# Best overclock settings for GeForce 7900 GS?



## pafriedl (Dec 23, 2006)

Hey all. I downloaded the nVidia ForceWare app from their site, and it definitely boosted the PCI bus speed to 2975 Mhz and the the CPU FSB to 311Mhz. But it didn't boost the core GPU clock or the memory clock.

Will ATi Tool be able to tweak the settings on my card to really push it (safely)?


----------



## Athlon2K15 (Dec 23, 2006)

are you talking ntune? if so run a tuning session for 3 hours and it will tune your video card to the max


----------



## pafriedl (Dec 23, 2006)

Yup, nTune. I did run it for the 3 hour test and got the bus speed boosts, but no GPU/Memory increases. I did install ATi Tool as well and ran tests on max memory/core speeds as well. I didn't run til it puked, but I did boost the core and memory by 25-30 Mhz to see how well it did.

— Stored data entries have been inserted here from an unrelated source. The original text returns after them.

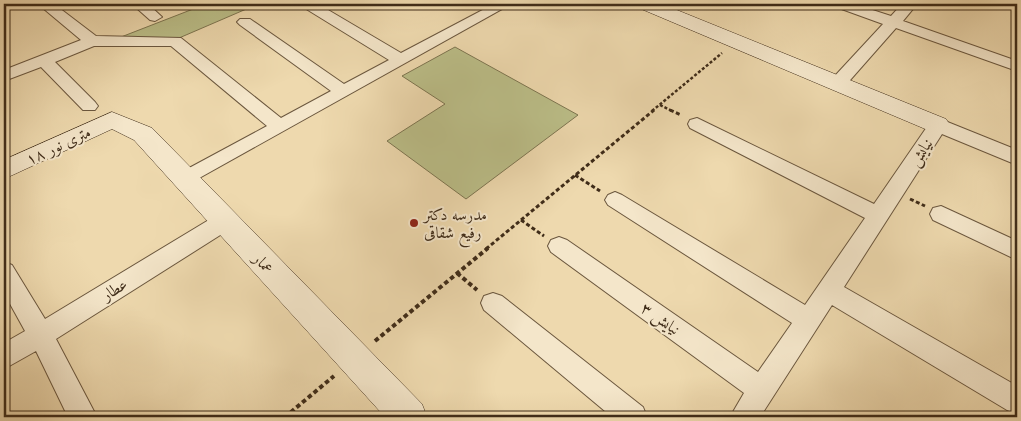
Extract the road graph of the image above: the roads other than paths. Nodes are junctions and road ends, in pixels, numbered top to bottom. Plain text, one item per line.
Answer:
1 (45, 4) edge
2 (139, 4) edge
3 (308, 4) edge
4 (468, 4) edge
5 (504, 4) edge
6 (646, 4) edge
7 (841, 4) edge
8 (910, 4) edge
9 (487, 13) junction
10 (156, 17) dead end
11 (245, 22) dead end
12 (893, 22) junction
13 (92, 41) junction
14 (44, 60) junction
15 (401, 60) junction
16 (1017, 66) edge
17 (4, 76) edge
18 (838, 84) junction
19 (344, 92) junction
20 (101, 113) junction
21 (697, 124) road end
22 (938, 125) junction
23 (280, 127) junction
24 (1017, 158) edge
25 (4, 170) edge
26 (185, 179) junction
27 (615, 200) road end
28 (941, 214) road end
29 (878, 215) junction
30 (225, 221) junction
31 (559, 246) road end
32 (1017, 251) edge
33 (4, 272) edge
34 (828, 290) junction
35 (493, 303) road end
36 (808, 320) junction
37 (40, 334) junction
38 (4, 357) edge
39 (762, 390) junction
40 (1017, 401) edge
41 (83, 417) edge
42 (409, 417) edge
43 (633, 417) edge
44 (744, 417) edge

1 - 13 street
2 - 10 street
3 - 15 street
4 - 9 street
5 - 9 street
6 - 18 street, نیایش
7 - 12 street
8 - 12 street
9 - 15 street
11 - 19 street
12 - 16 street
12 - 18 street
13 - 14 street
13 - 23 street
14 - 17 street
14 - 20 street
15 - 19 street
18 - 22 street, نیایش
19 - 23 street
20 - 25 street, ۱۸ متری نور
20 - 26 street, عمار
21 - 29 street
22 - 24 street
22 - 29 street, نیایش
23 - 26 street
26 - 30 street, عمار
27 - 36 street
28 - 32 street
29 - 34 street, نیایش
30 - 37 street, عطار
30 - 42 street, عمار
31 - 39 street, نیایش ۳
33 - 37 street
34 - 36 street, نیایش
34 - 40 street
35 - 43 street
36 - 39 street, نیایش
37 - 38 street, عطار
37 - 41 street
39 - 44 street, نیایش

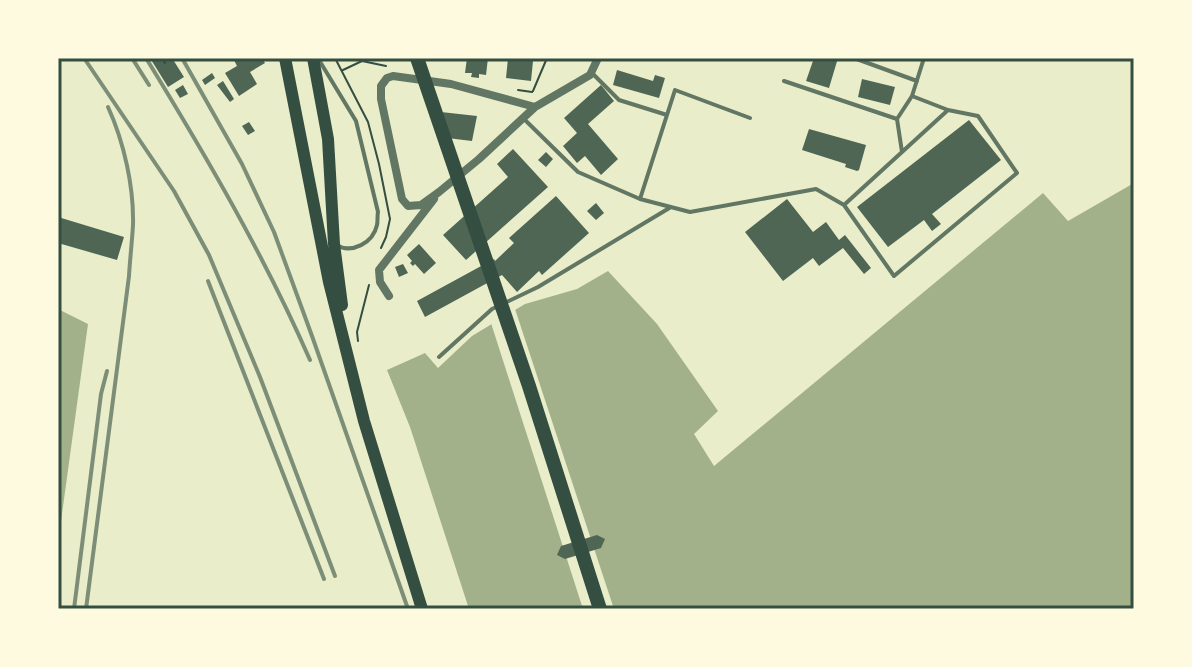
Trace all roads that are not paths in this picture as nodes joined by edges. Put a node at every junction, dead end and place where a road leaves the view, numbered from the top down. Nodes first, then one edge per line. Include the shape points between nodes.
1 (285, 58) edge
2 (315, 58) edge
3 (417, 58) edge
4 (598, 58) edge
5 (854, 58) edge
6 (924, 58) edge
7 (591, 72) junction
8 (784, 81) dead end
9 (917, 81) junction
10 (912, 96) junction
11 (535, 107) junction
12 (948, 110) junction
13 (667, 115) junction
14 (524, 118) junction
15 (750, 118) dead end
16 (897, 119) junction
17 (902, 152) junction
18 (439, 192) junction
19 (640, 199) junction
20 (844, 205) junction
21 (671, 207) junction
22 (317, 217) junction
23 (334, 244) junction
24 (389, 296) dead end
25 (347, 351) junction
26 (439, 357) dead end
27 (422, 609) edge
28 (600, 609) edge

1 - 22 main road
2 - 23 main road via 328,139
2 - 23 lane via 356,121 378,212 377,226 365,244 343,249
3 - 28 highway
4 - 7 street
5 - 9 lane
6 - 9 lane
7 - 11 street
7 - 13 lane via 619,100
8 - 16 lane
9 - 10 lane
10 - 12 lane
10 - 16 lane
11 - 14 street
11 - 18 street via 451,84 387,78 381,99 402,199 408,206 421,205
12 - 17 lane
12 - 20 lane via 978,116 1017,173 894,276
13 - 15 lane via 675,90
13 - 19 lane
14 - 18 street
14 - 19 lane via 578,172
16 - 17 lane
17 - 20 lane
18 - 24 street via 379,270
19 - 21 lane
20 - 21 lane via 816,189 690,212
21 - 26 lane via 492,309
22 - 23 lane
22 - 25 main road
23 - 25 main road
25 - 27 main road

so far, the card's running at stock temps (45F normal, 55F gaming) and the fan really hasn't kicked up too much - the system is still pretty quiet.


----------



## Athlon2K15 (Dec 23, 2006)

you could try running the tuning session for 6 hours it usually take ntune 6 hours on mine to really get the best setting but it takes forever and i am impatient


----------



## pafriedl (Dec 23, 2006)

6 hours would kill me. I'd have to set it to run before I headed to work. I think running ATiTool along with nTune did a pretty good job on my system. the noise level is still very quiet, and I got a nice little boost on the card.

Right now I'm only playing Battlefield 2, so maxing out at 1280x1024, 75Hz with full graphics and anti-aliasing doesn't even make the system break a sweat - awesome!


----------



## Athlon2K15 (Dec 23, 2006)

i run battlefield 2142 at high settings at 1680x1050 and have no problems either....never messed with AA or AF


----------



## Zubasa (Dec 23, 2006)

AthlonX2 said:


> i run battlefield 2142 at high settings at 1680x1050 and have no problems either....never messed with AA or AF


The fact that you can't have AA on with the HDR


----------